Yes, it is a way to prevent viral load in the nasal passage, not just for passing an antigen test but mostly to help prevent the spread of covid. We do this weekly.

Bill


----------



## easyrider (Aug 31, 2021)

Ty1on said:


> And we wonder why self-quarantining failed miserably.



Likely because most people, even those that are vaccinated, take very little if any measures to prevent spreading covid. BTW, self quarantine for the most part does work. Many people I know have had covid and did self quarantine.

We were doing the sinus wash weekly and the mega weekly dose of vit D. I did use the sinus wash and a manaku honey nasal spray when we were in Mexico last winter. Not to circumvent a test result which is a benefit, imo, but to reduce exposure if any. Other supplements include zinc, echinacea and other vitamins if we think we are exposed or are catching a cold.

Bill


----------



## TheHappyWanderer (Sep 22, 2021)

We were scheduled to for an exchange to Grand Luxxe in November. So I called Vidanta today at 1-800-292-9446 and they said you can take the covid test onsite before flying back for $30 USD for person. 

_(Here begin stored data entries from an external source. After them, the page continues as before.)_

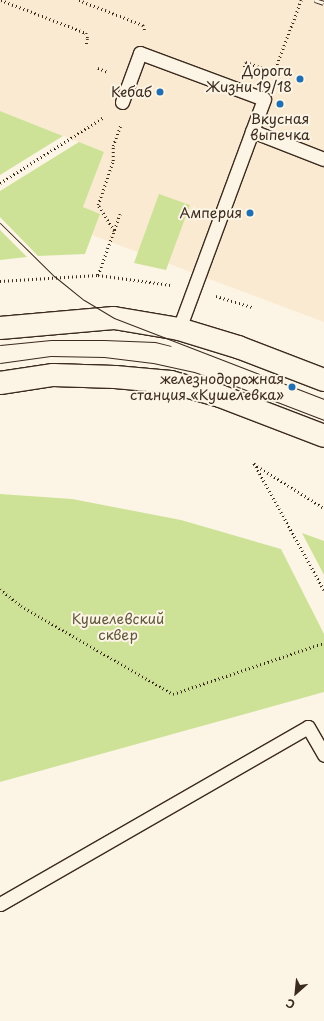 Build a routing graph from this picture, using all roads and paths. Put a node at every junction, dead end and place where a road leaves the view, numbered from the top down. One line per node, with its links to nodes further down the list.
1 (1, 0): 4 (path)
2 (79, 0): 5 (path)
3 (301, 0): 8 (path)
4 (86, 46)
5 (140, 54): 9 (lane); 10 (lane)
6 (98, 68): 7 (path)
7 (104, 70)
8 (242, 72)
9 (122, 102): 12 (path); 14 (path)
10 (252, 131): 11 (lane); 17 (lane)
11 (324, 159)
12 (0, 183)
13 (120, 214): 14 (path)
14 (114, 231): 15 (path)
15 (98, 275): 16 (path); 17 (path)
16 (0, 281)
17 (192, 288): 18 (path); 20 (lane)
18 (252, 307)
19 (0, 328): 20 (main road)
20 (179, 329): 21 (main road)
21 (324, 380)
22 (0, 383): 23 (main road)
23 (324, 436)
24 (324, 508): 26 (path)
25 (0, 589): 27 (path)
26 (324, 590)
27 (324, 643)
28 (324, 755): 29 (lane)
29 (0, 904)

I then asked how much you would have to pay per night to stay at Grand Luxxe for extra nights if you tested positive.  He would only say you would get a "special rate". I pressed him on this and he wouldn't give me any info other than assuring me it will be less than 20,000 pesos per night. You do have the option to stay at another hotel if it is too expensive.


----------



## Eric B (Sep 22, 2021)

TheHappyWanderer said:


> We were scheduled to for an exchange to Grand Luxxe in November. So I called Vidanta today at 1-800-292-9446 and they said you can take the covid test onsite before flying back for $30 USD for person.
> 
> I then asked how much you would have to pay per night to stay at Grand Luxxe for extra nights if you tested positive.  He would only say you would get a "special rate". I pressed him on this and he wouldn't give me any info other than assuring me it will be less than 20,000 pesos per night. You do have the option to stay at another hotel if it is too expensive.



Wow, that’s generous of them….


----------



## rpennisi (Sep 23, 2021)

TheHappyWanderer said:


> We were scheduled to for an exchange to Grand Luxxe in November. So I called Vidanta today at 1-800-292-9446 and they said you can take the covid test onsite before flying back for $30 USD for person.
> 
> I then asked how much you would have to pay per night to stay at Grand Luxxe for extra nights if you tested positive.  He would only say you would get a "special rate". I pressed him on this and he wouldn't give me any info other than assuring me it will be less than 20,000 pesos per night. You do have the option to stay at another hotel if it is too expensive.



We were staying at the Mayan Palace a few years ago for two weeks.  When we got to the airport, bad weather in the NE cancelled our flights for the next two days.  We got a free ride back to the MP, but the rate they wanted to charge us (and we were owners) was a discount based on the rack rate.  We declined and stayed instead at their recently opened Sea Breeze for a lot less.  I am guessing the same rack rate "discount" would be similar if needed.  As if 20,000 pesos per night were the normal price folks pay, about 1,000 dollars US per night!  I have always noted these rack rates when checking into Vidanta properties, from MP to GL very inflated numbers.


----------



## woj027 (Nov 3, 2021)

Hey all,

Rather than creating a new thread I figured I'd just use this one since the title fits pretty darn well.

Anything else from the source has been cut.